TASK DESCRIPTION:
Copy out the lines below that hold the word "lane".

"""

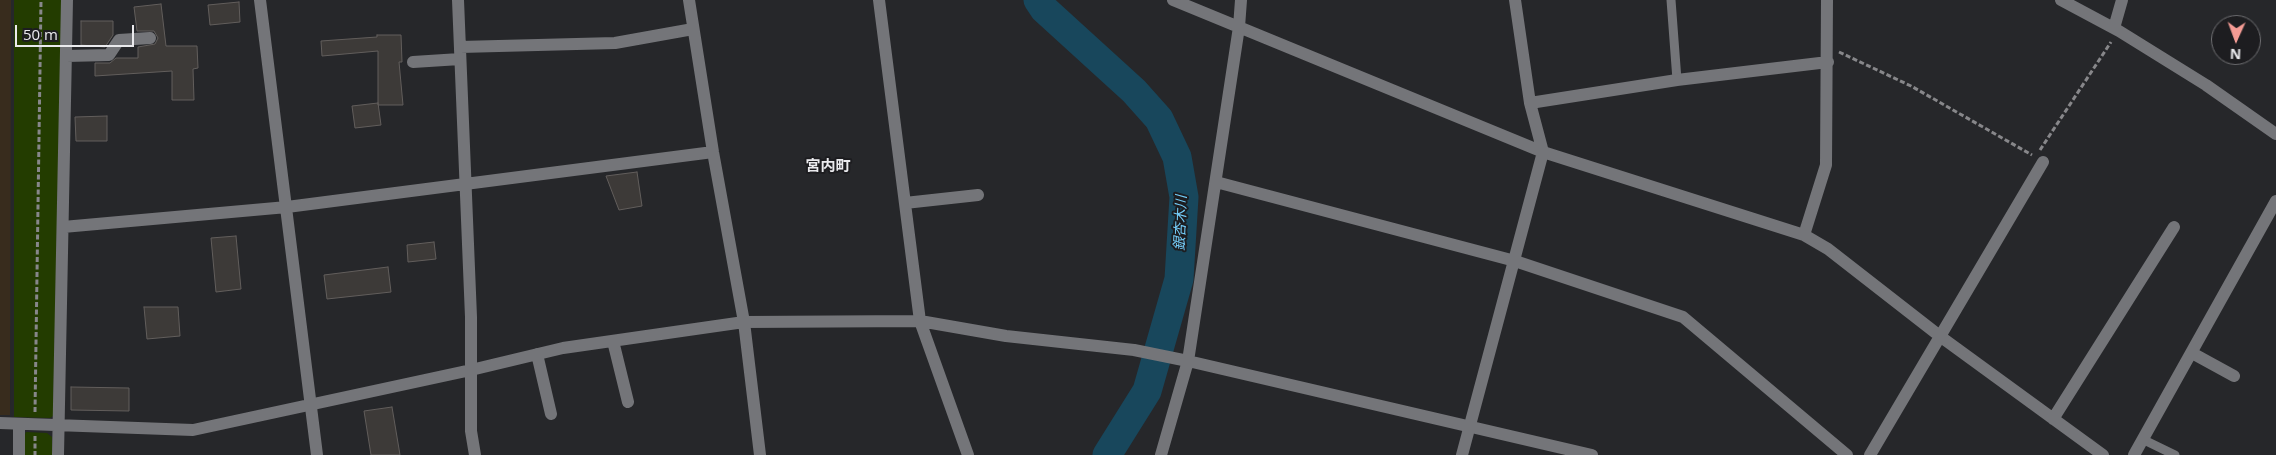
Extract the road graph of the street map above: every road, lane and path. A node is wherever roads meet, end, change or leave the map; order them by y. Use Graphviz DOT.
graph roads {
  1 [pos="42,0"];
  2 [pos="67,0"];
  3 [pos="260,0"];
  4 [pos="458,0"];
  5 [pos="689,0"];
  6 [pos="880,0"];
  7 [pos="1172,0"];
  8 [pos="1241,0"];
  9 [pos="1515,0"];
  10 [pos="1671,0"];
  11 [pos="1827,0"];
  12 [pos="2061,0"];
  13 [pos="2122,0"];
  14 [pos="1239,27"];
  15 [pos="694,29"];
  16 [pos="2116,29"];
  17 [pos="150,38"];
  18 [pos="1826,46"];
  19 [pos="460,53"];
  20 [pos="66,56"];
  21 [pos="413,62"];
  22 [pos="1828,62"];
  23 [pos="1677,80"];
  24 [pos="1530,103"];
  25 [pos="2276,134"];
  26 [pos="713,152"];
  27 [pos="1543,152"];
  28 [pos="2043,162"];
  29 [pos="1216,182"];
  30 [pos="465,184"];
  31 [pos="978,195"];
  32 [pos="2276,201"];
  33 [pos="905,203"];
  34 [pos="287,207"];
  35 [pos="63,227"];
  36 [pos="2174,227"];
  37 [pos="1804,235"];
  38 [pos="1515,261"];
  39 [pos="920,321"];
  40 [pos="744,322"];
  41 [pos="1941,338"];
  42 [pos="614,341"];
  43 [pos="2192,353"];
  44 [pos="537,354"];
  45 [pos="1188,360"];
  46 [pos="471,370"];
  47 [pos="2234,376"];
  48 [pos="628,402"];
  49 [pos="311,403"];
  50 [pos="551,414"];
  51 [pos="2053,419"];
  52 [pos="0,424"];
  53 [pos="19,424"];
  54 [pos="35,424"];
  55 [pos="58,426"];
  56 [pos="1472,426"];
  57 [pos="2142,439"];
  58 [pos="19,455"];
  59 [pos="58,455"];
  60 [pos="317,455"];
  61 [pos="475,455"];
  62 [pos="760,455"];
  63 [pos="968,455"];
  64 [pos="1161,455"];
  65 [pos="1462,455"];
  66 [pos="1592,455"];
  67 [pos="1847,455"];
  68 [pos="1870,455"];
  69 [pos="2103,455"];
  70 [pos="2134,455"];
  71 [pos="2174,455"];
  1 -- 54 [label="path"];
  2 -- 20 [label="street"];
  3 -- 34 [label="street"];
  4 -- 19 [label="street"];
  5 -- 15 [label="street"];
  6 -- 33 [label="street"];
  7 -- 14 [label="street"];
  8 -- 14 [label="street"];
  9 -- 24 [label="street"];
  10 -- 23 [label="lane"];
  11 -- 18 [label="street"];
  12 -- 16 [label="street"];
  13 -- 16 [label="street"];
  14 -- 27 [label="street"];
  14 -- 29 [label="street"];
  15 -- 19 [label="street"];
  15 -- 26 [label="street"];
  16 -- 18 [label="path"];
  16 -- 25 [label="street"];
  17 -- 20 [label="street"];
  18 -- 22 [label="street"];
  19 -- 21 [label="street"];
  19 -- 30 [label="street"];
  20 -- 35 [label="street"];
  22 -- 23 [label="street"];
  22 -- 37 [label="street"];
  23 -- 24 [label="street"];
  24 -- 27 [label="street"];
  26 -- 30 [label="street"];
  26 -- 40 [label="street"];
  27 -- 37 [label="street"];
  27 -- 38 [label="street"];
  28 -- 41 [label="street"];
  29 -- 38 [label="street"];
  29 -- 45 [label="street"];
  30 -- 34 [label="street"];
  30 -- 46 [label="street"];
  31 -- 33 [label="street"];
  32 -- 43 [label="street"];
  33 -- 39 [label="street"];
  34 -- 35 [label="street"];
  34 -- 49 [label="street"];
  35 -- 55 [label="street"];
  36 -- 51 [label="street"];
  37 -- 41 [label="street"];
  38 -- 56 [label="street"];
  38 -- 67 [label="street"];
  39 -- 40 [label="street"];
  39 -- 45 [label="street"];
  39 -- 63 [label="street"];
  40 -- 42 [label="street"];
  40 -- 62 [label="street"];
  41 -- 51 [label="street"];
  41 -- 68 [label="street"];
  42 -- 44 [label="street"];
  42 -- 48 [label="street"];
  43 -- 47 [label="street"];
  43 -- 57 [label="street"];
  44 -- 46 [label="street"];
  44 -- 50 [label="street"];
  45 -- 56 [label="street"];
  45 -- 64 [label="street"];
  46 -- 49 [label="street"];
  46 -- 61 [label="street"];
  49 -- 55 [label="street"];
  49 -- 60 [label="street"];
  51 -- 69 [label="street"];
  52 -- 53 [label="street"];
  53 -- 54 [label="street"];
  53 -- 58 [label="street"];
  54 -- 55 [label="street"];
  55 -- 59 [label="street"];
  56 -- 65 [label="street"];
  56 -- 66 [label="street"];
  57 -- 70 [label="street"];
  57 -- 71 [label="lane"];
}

"""

RESPONSE BOX:
Extract the road graph of the street map above: every road, lane and path. A node is wherever roads meet, end, change or leave the map; order them by y. Use Graphviz DOT.
  10 -- 23 [label="lane"];
  57 -- 71 [label="lane"];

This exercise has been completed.